Généralement, lorsqu’on est invité à un mariage, c’est que nous sommes proches de ceux qui célèbrent leur amour. Ainsi, ce n’est pas un hasard si le film débute par un mariage. Une fête sur laquelle il prend le temps de s’attarder. De cette façon, il nous prend par la main et nous présente les personnages les plus importants. En musique, il nous immerge dans un univers qui n’est pas le nôtre et nous fait sentir que nous sommes les bienvenus et que tout va bien se passer. C’est ensuite, lorsque les portes se referment (à double tour), que nous comprenons que non, rien ne va bien se passer et que quoi qu’il en soit, les Corleone sont aux commandes. Immersif, le processus permet aussi de faire connaissance avec les acteurs de cette valse funeste. De les apprécier, puis de les craindre. À bien des égards, Le Parrain a révolutionné la narration en emportant le spectateur dans un monde dénué de morale. Où tous ceux qui tentent de faire le bien sont brisés par une machine implacable. Authentique film d’anti-héros, précurseur d’un mouvement qui perdure encore aujourd’hui, Le Parrain reste dans le camp des méchants et ne cesse de nuancer son propos, en pénétrant la psyché de criminels plus complexes et torturés qu’il n’y paraît. Le procédé est non seulement ingénieux et original (pour l’époque), mais aussi brillamment exécuté.
Car si il n’a pas lui-même initié le projet, Coppola s’est appliqué à retranscrire sa vision, et celle de Mario Puzo. La pression était grande, tout comme les risques, mais à la fin, c’est lui qui a remporté la mise, en réussissant un véritable et remarquable exploit : traiter de personnages « mauvais », en nous les faisant aimer et en conférant à leurs actes une signification portée par les puissants accents d’une universalité indéniable. Non content de parler de la mafia (sans la citer explicitement), le film traite de l’Amérique d’après-guerre, du rôle de la corruption dans une société en voie de reconstruction, de la famille et de la place de chacun, des traditions et de leur poids, mais aussi de la perte de l’innocence. Michael Corleone s’impose en cela, dès ce premier volet, comme le pivot central de l’histoire, quand bien même Marlon Brando ou James Caan occupent beaucoup d’espace. Il est le « héros » car c’est lui qui abrite ces thématiques. Il revient de la guerre à reculons car il sait que ce qu’il a vécu en Europe n’est rien en comparaison de ce qu’il peut vivre chez lui. Combien de films voient un type revenir du front l’air plutôt serein ? Michael est l’un des seuls, car pour lui, l’éloignement était nécessaire et tant pis si cela impliquait de mettre sa vie en danger face aux nazis. Ce qui en dit long sur pas mal de choses finalement, et notamment sur le désir de Coppola de centrer l’attention sur la lente descente aux enfers d’un innocent que même la guerre n’avait pas réussi à corrompre, mais que la mafia va transformer en monstre.

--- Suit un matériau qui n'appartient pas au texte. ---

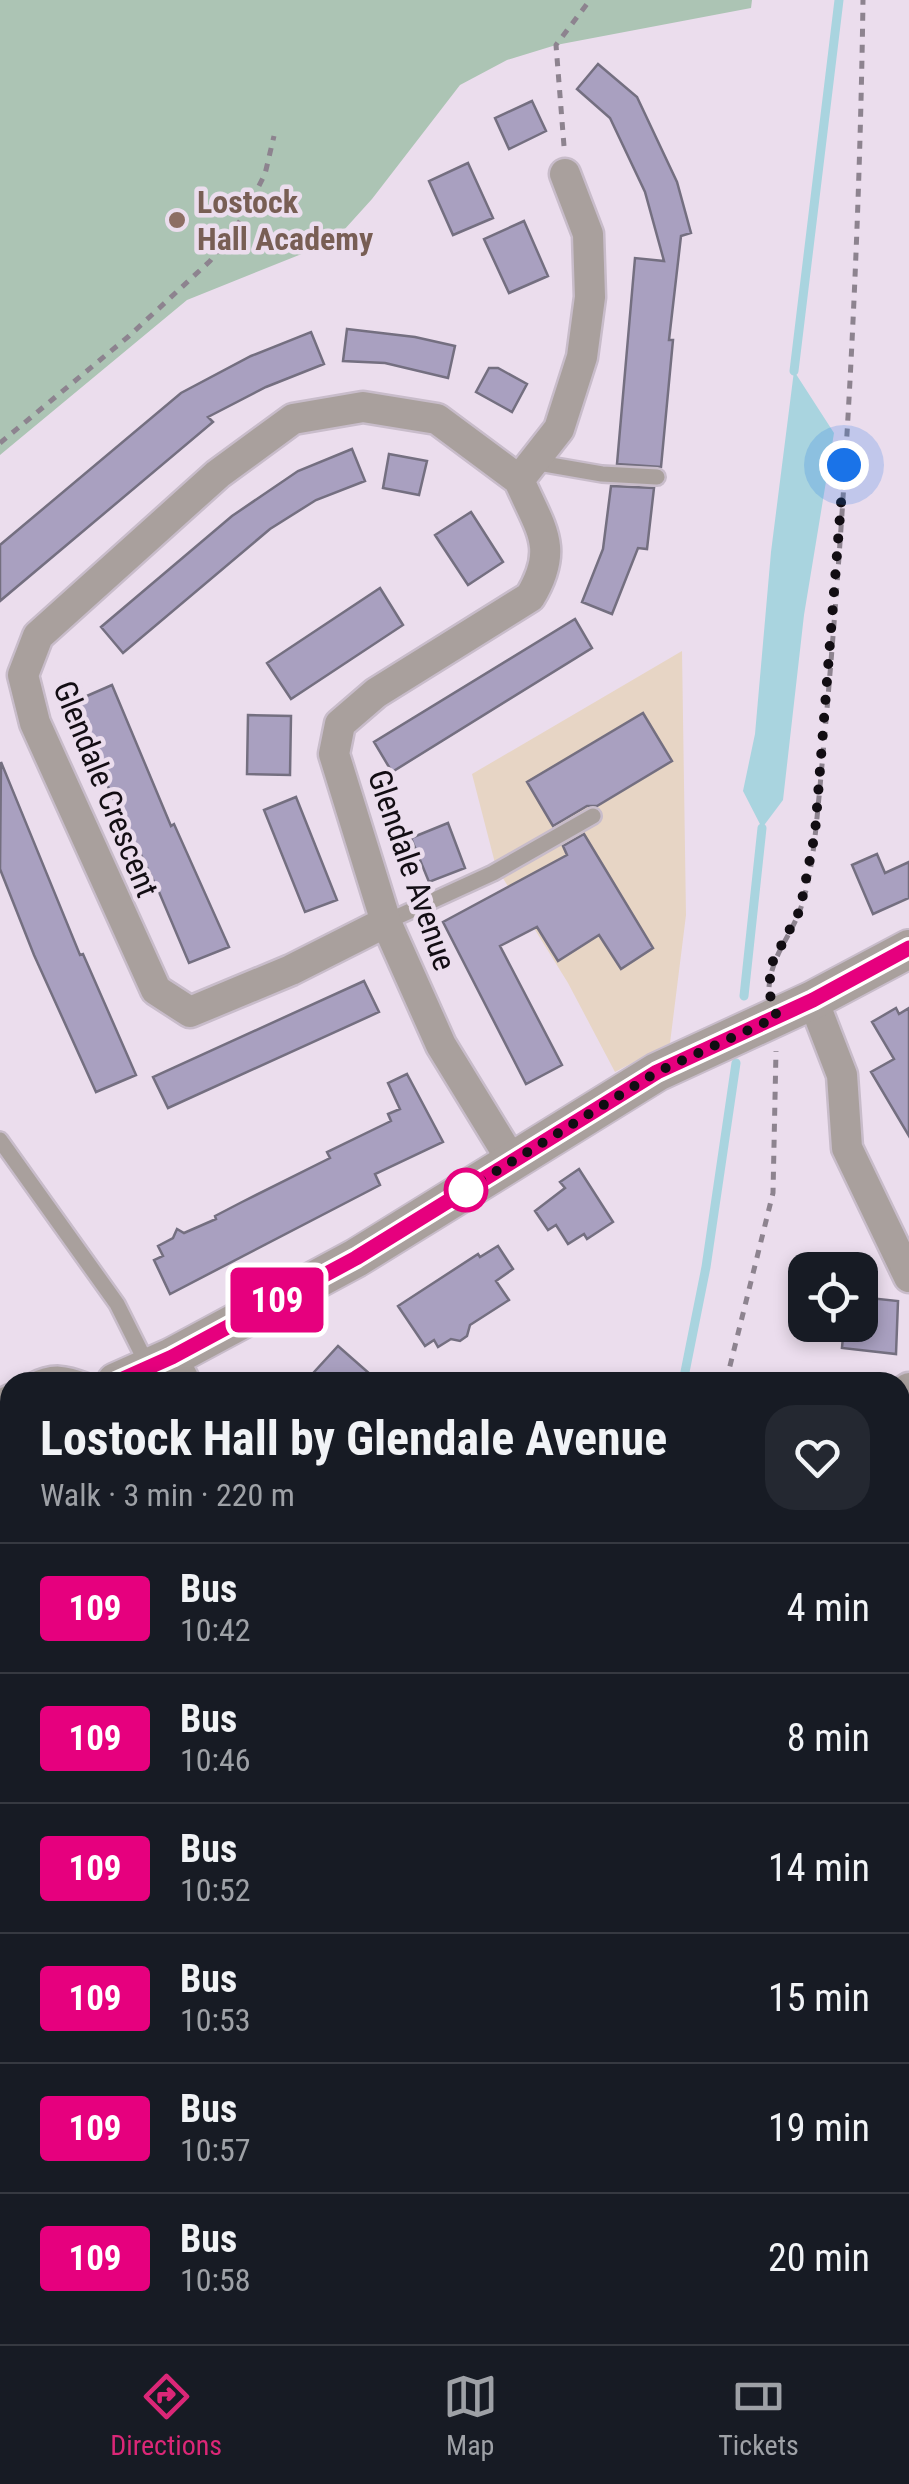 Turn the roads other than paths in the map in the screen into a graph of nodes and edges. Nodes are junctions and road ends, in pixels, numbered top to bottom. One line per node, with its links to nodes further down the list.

Illuminé par le thème culte de Nino Rota (plus tard repris par de nombreux artistes dont Slash et le groupe Fantomas), Le Parrain impressionne au moment de sa sortie et n’a cessé depuis lors de fasciner les générations successives. Quand on cause de cinéma, il convient de l’avoir vu. Plusieurs fois si possible, pour en saisir toute la dimension et toute l’importance. Dans le fond, mais aussi sur la forme, vu qu’on a ici affaire à un authentique bijou de mise en scène. Francis Ford Coppola, épaulé par la sublime photographie de Gordon Willis (un fidèle de Woody Allen, avec lequel il travailla entre autres sur Manhattan), fait montre ici d’une acuité extraordinaire et d’une maîtrise totale de son art. Exploitant à merveille les pauses et autres silences d’un script où tous les mots comptent (et où les répliques cultes fusent), il ponctue son récit de points d’orgues fulgurants, où son talent de metteur en scène fait exploser une tension relativement incroyable. En soi, jamais Coppola ne met à côté. Quand il tire, il touche sa cible et fait de chaque étape importante de son long-métrage des séquences mémorables. On peut par exemple citer la scène du restaurant avec Michael, la fameuse scène de la tête de cheval ,ou encore la célèbre exécution au péage. Autant d’instants à la puissance décuplée par un découpage et une pertinence de tous les instants. Posé quand il faut l’être, Coppola sait aussi être percutant quand les circonstances l’exigent, et si son film apparaît comme un exemple de maîtrise parfaite, c’est justement grâce à la faculté de son réalisateur de ne jamais trop en faire. De tout le temps situer la limite à ne pas franchir. De savoir ralentir le tempo sans provoquer l’ennui, d’accompagner les descriptions de longs plans empreints d’une poésie crépusculaire, et de choquer le spectateur par des accès de violence saisissants.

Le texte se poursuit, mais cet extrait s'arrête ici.